**Instructions to follow**: Could every line of the data be copied out once more, exactly?

**The data**:
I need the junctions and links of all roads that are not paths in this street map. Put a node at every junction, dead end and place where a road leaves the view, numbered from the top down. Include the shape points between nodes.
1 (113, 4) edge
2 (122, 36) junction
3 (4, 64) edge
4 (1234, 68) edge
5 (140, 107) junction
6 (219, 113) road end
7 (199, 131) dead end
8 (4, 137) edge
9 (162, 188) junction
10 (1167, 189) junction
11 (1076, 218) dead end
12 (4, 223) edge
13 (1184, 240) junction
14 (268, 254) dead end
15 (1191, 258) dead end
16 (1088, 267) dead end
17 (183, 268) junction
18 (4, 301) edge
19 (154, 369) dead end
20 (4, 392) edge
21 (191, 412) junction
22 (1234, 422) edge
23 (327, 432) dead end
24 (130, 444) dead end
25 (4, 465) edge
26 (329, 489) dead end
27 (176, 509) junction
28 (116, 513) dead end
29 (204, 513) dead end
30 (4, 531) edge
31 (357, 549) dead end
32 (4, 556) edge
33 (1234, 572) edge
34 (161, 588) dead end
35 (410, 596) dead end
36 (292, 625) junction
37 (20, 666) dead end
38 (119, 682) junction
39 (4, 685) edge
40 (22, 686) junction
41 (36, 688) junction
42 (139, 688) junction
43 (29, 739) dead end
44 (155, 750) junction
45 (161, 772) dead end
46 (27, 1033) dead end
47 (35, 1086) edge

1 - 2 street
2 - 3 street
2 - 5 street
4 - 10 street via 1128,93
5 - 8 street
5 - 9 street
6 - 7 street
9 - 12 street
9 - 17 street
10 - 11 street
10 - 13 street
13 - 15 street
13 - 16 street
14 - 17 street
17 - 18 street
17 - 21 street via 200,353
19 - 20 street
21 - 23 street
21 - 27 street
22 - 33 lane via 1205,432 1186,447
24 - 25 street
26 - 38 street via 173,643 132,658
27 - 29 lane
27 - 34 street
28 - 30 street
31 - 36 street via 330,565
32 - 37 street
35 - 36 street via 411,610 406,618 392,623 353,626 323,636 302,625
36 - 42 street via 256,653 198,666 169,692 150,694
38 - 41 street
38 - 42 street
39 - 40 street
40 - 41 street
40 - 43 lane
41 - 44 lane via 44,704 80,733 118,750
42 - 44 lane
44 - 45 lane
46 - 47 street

**Result**:
I need the junctions and links of all roads that are not paths in this street map. Put a node at every junction, dead end and place where a road leaves the view, numbered from the top down. Include the shape points between nodes.
1 (113, 4) edge
2 (122, 36) junction
3 (4, 64) edge
4 (1234, 68) edge
5 (140, 107) junction
6 (219, 113) road end
7 (199, 131) dead end
8 (4, 137) edge
9 (162, 188) junction
10 (1167, 189) junction
11 (1076, 218) dead end
12 (4, 223) edge
13 (1184, 240) junction
14 (268, 254) dead end
15 (1191, 258) dead end
16 (1088, 267) dead end
17 (183, 268) junction
18 (4, 301) edge
19 (154, 369) dead end
20 (4, 392) edge
21 (191, 412) junction
22 (1234, 422) edge
23 (327, 432) dead end
24 (130, 444) dead end
25 (4, 465) edge
26 (329, 489) dead end
27 (176, 509) junction
28 (116, 513) dead end
29 (204, 513) dead end
30 (4, 531) edge
31 (357, 549) dead end
32 (4, 556) edge
33 (1234, 572) edge
34 (161, 588) dead end
35 (410, 596) dead end
36 (292, 625) junction
37 (20, 666) dead end
38 (119, 682) junction
39 (4, 685) edge
40 (22, 686) junction
41 (36, 688) junction
42 (139, 688) junction
43 (29, 739) dead end
44 (155, 750) junction
45 (161, 772) dead end
46 (27, 1033) dead end
47 (35, 1086) edge

1 - 2 street
2 - 3 street
2 - 5 street
4 - 10 street via 1128,93
5 - 8 street
5 - 9 street
6 - 7 street
9 - 12 street
9 - 17 street
10 - 11 street
10 - 13 street
13 - 15 street
13 - 16 street
14 - 17 street
17 - 18 street
17 - 21 street via 200,353
19 - 20 street
21 - 23 street
21 - 27 street
22 - 33 lane via 1205,432 1186,447
24 - 25 street
26 - 38 street via 173,643 132,658
27 - 29 lane
27 - 34 street
28 - 30 street
31 - 36 street via 330,565
32 - 37 street
35 - 36 street via 411,610 406,618 392,623 353,626 323,636 302,625
36 - 42 street via 256,653 198,666 169,692 150,694
38 - 41 street
38 - 42 street
39 - 40 street
40 - 41 street
40 - 43 lane
41 - 44 lane via 44,704 80,733 118,750
42 - 44 lane
44 - 45 lane
46 - 47 street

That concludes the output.